型番がTC-ZK20Sの風神には、本来なら別売のこれらアタッチメントが付属する。アタッチメントは右下の接続パイプを使ってつなぐふとんブラシ。寝具の掃除~ダニなどの除去に役立つ。布類を吸い込みにくい
キャッチブラシ。ブラシのアタッチメントだが、内部に格子がある。小物が多い場所でもそれらを吸い込まずにホコリのみを除去できるハキトリブラシ。ほうきのように使えるブラシと、その周辺にある吸引パイプにより、ゴミを掻き出しながら吸い込める

 これらの付属品について、ふとんブラシあたりはまぁフツーだが、キャッチブラシやハキトリブラシはとても便利。

 キャッチブラシはたとえば、あまり小さいモノが入っていない引き出しとか、バッグの中とか、収納ケース内とかを無造作に掃除できる。万が一、小物を吸い込んでも、格子状のネットよりは奥に行かないので気楽に掃除機がけできるのだ。

 ハキトリブラシは、写真のとおりのほうきタイプのアタッチメント。サッシのレールから床と壁が接する部分等々、ヘッドが届かないところ全般に向く。また、外側のストローのような部分の先端のみからしか吸引しないので、キャッチブラシと同様に引き出しやバッグのなかの掃除にもよく向く。

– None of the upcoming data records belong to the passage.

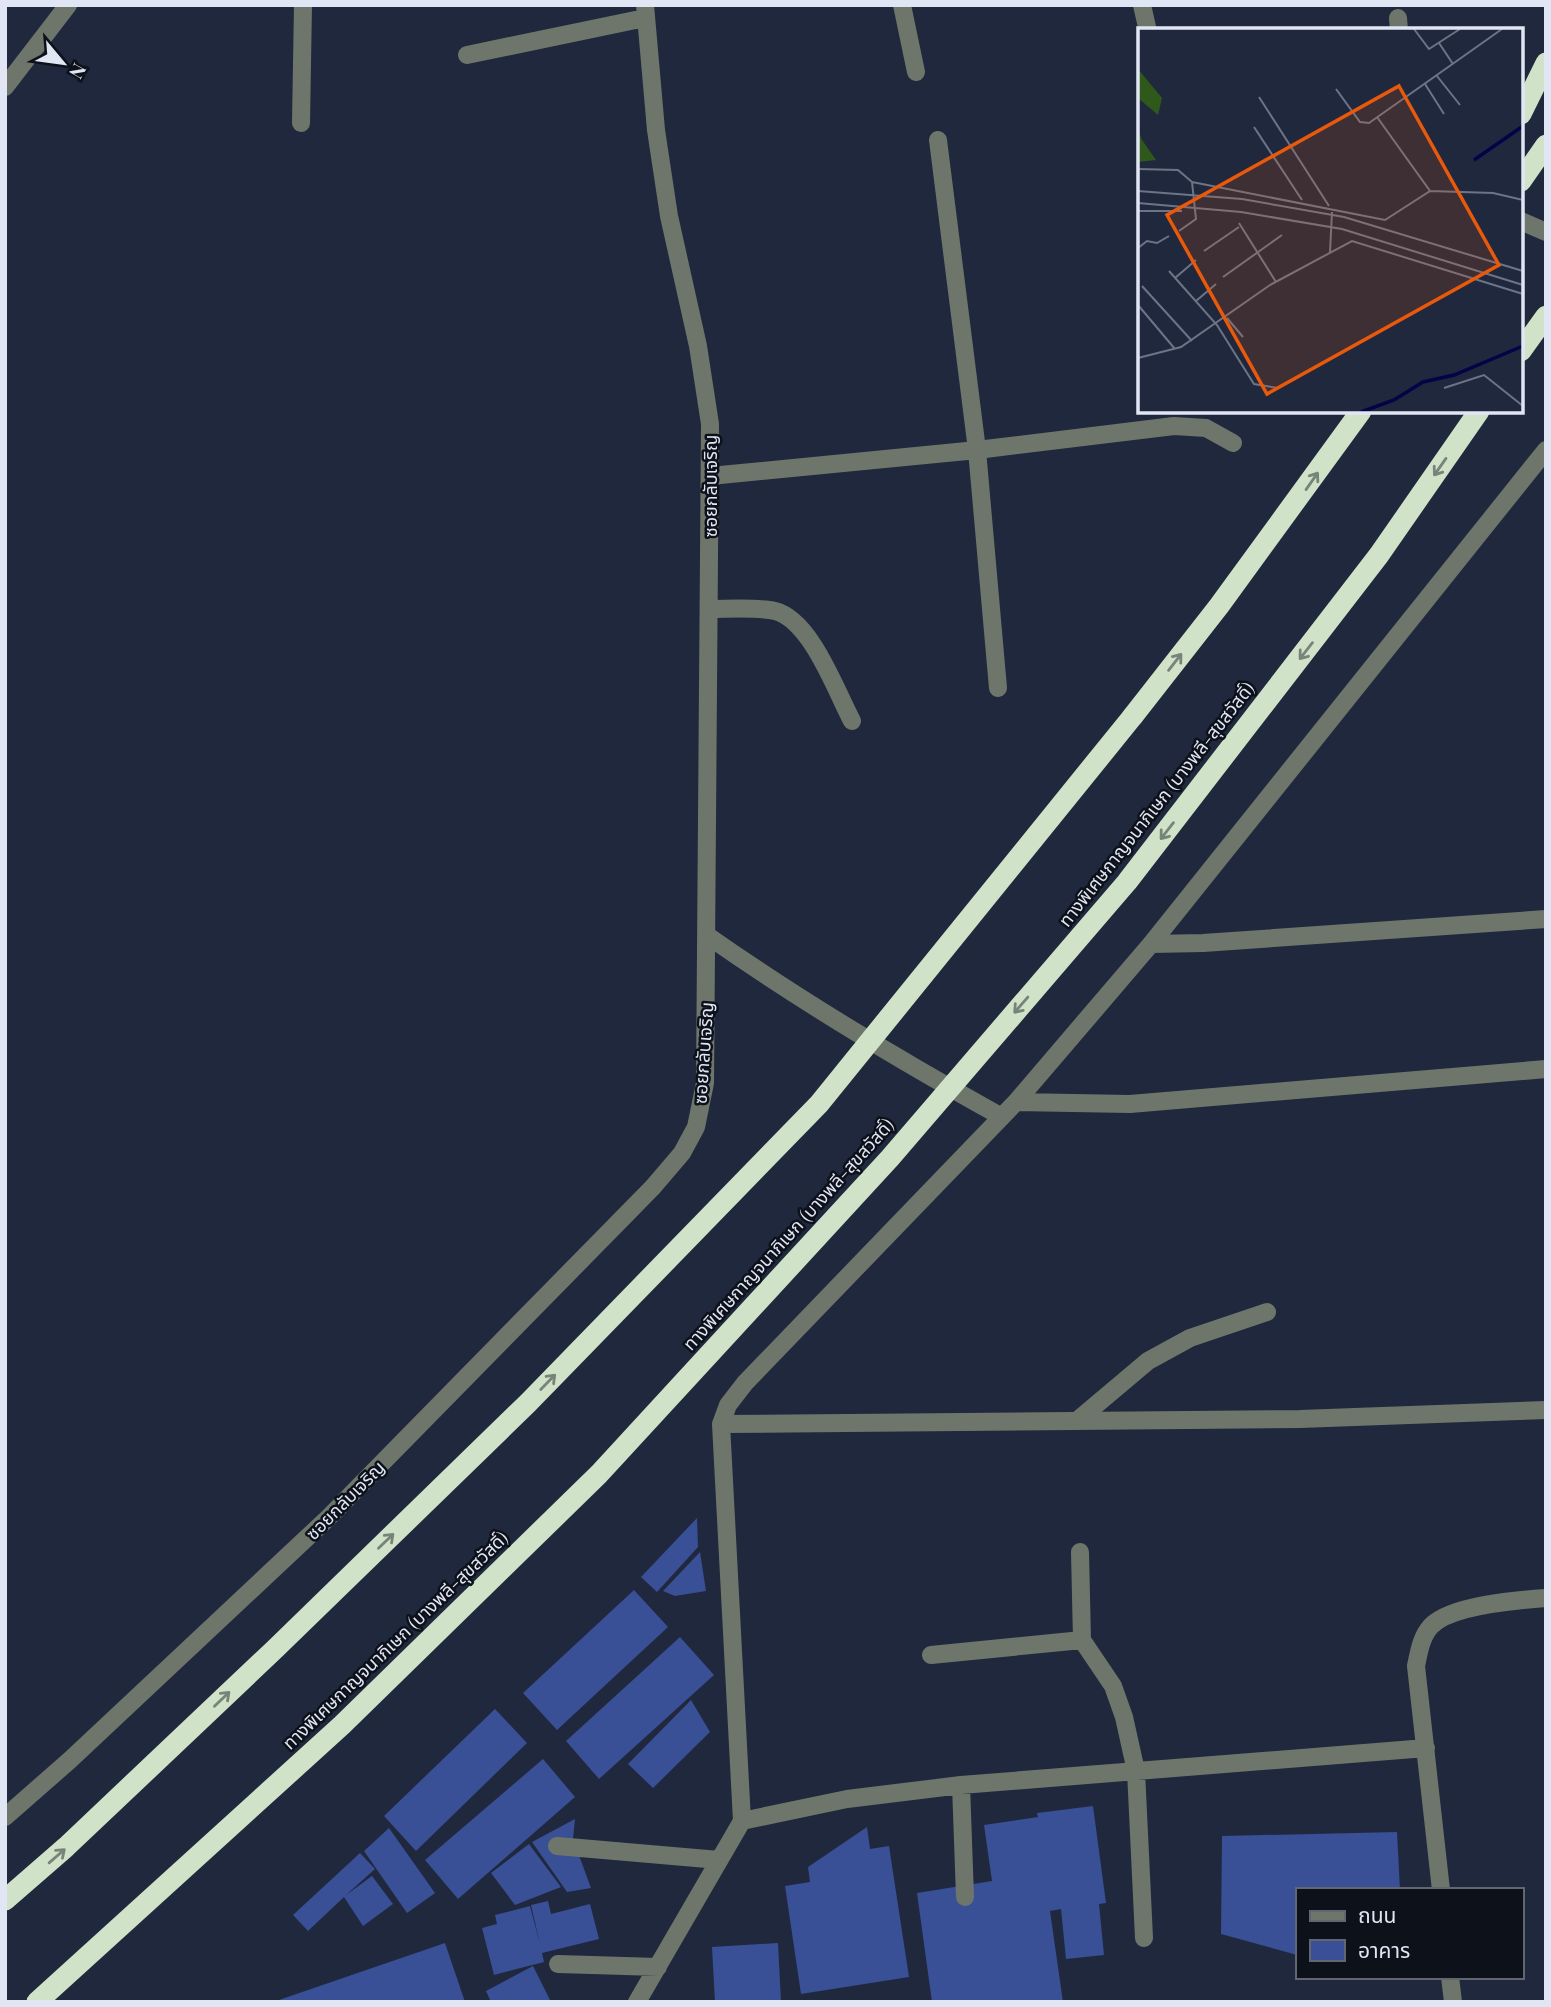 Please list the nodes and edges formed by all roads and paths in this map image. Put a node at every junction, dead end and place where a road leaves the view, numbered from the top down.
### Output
1 (68, 5) edge
2 (303, 5) edge
3 (902, 5) edge
4 (1142, 5) edge
5 (645, 12) edge
6 (1147, 27) dead end
7 (467, 55) dead end
8 (1546, 64) edge
9 (916, 72) dead end
10 (5, 87) edge
11 (1523, 110) edge
12 (301, 123) dead end
13 (938, 140) dead end
14 (1546, 145) edge
15 (1523, 178) edge
16 (1523, 222) edge
17 (1546, 232) edge
18 (1546, 316) edge
19 (1523, 348) edge
20 (1360, 413) edge
21 (1478, 413) edge
22 (1207, 420) edge
23 (1233, 443) dead end
24 (977, 450) junction
25 (1546, 450) edge
26 (710, 476) junction
27 (709, 609) junction
28 (998, 688) dead end
29 (852, 721) dead end
30 (1546, 919) edge
31 (708, 936) junction
32 (1151, 944) junction
33 (1546, 1069) edge
34 (1016, 1102) junction
35 (1002, 1117) junction
36 (1266, 1312) dead end
37 (1546, 1410) edge
38 (1078, 1420) junction
39 (720, 1424) junction
40 (1080, 1552) dead end
41 (1546, 1598) edge
42 (1082, 1640) junction
43 (931, 1655) dead end
44 (1426, 1748) junction
45 (1136, 1771) junction
46 (961, 1785) junction
47 (5, 1817) edge
48 (742, 1821) junction
49 (557, 1846) dead end
50 (719, 1860) junction
51 (1441, 1888) edge
52 (965, 1897) dead end
53 (5, 1900) edge
54 (1144, 1938) dead end
55 (558, 1964) dead end
56 (657, 1967) junction
57 (1450, 1979) edge
58 (37, 2002) edge
59 (637, 2002) edge
60 (1453, 2002) edge

1 - 10 street
2 - 12 street
3 - 9 street
4 - 6 street
5 - 7 street
5 - 26 street, ซอยกลับเจริญ
8 - 11 highway
13 - 24 street
14 - 15 highway
16 - 17 street
18 - 19 highway
53 -> 20 highway, bridge
21 -> 58 highway, ทางพิเศษกาญจนาภิเษก (บางพลี-สุขสวัสดิ์), bridge
22 - 23 street
22 - 24 street
24 - 26 street
24 - 28 street
25 - 32 street
26 - 27 street, ซอยกลับเจริญ
27 - 29 street
27 - 31 street, ซอยกลับเจริญ
30 - 32 street
31 - 35 street
31 - 47 street, ซอยกลับเจริญ
32 - 34 street
33 - 34 street
34 - 35 street
35 - 39 street
36 - 38 street
37 - 38 street
38 - 39 street
39 - 48 street
40 - 42 street
41 - 44 street
42 - 43 street
42 - 45 street
44 - 45 street
44 - 51 street
45 - 46 street
45 - 54 street
46 - 48 street
46 - 52 street
48 - 50 street
49 - 50 street
50 - 56 street
55 - 56 street
56 - 59 street
57 - 60 street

 それから風神、前回では「ソレナリの運転音はする」と書いたが、改めて考えてみると、この掃除機独特の音かも。普通一般の掃除機と大きく異なる感じではないが、ちょっと高音成分の多い、なんつーか若干耳障り的なサウンドかもしれない。また、ソフト運転にしても強運転にしても、どちらも静音性とはけっこーかけ離れた音。フツーにウルサいっス。

 それと前回に「これまで試した国産サイクロン式掃除機よりパワフル」とか書いた。単に吸引力がパワフルって意味で書いたんだが、しばらく使ってみると、なんつーかこー集塵力がスゴいかもって気がしてきた。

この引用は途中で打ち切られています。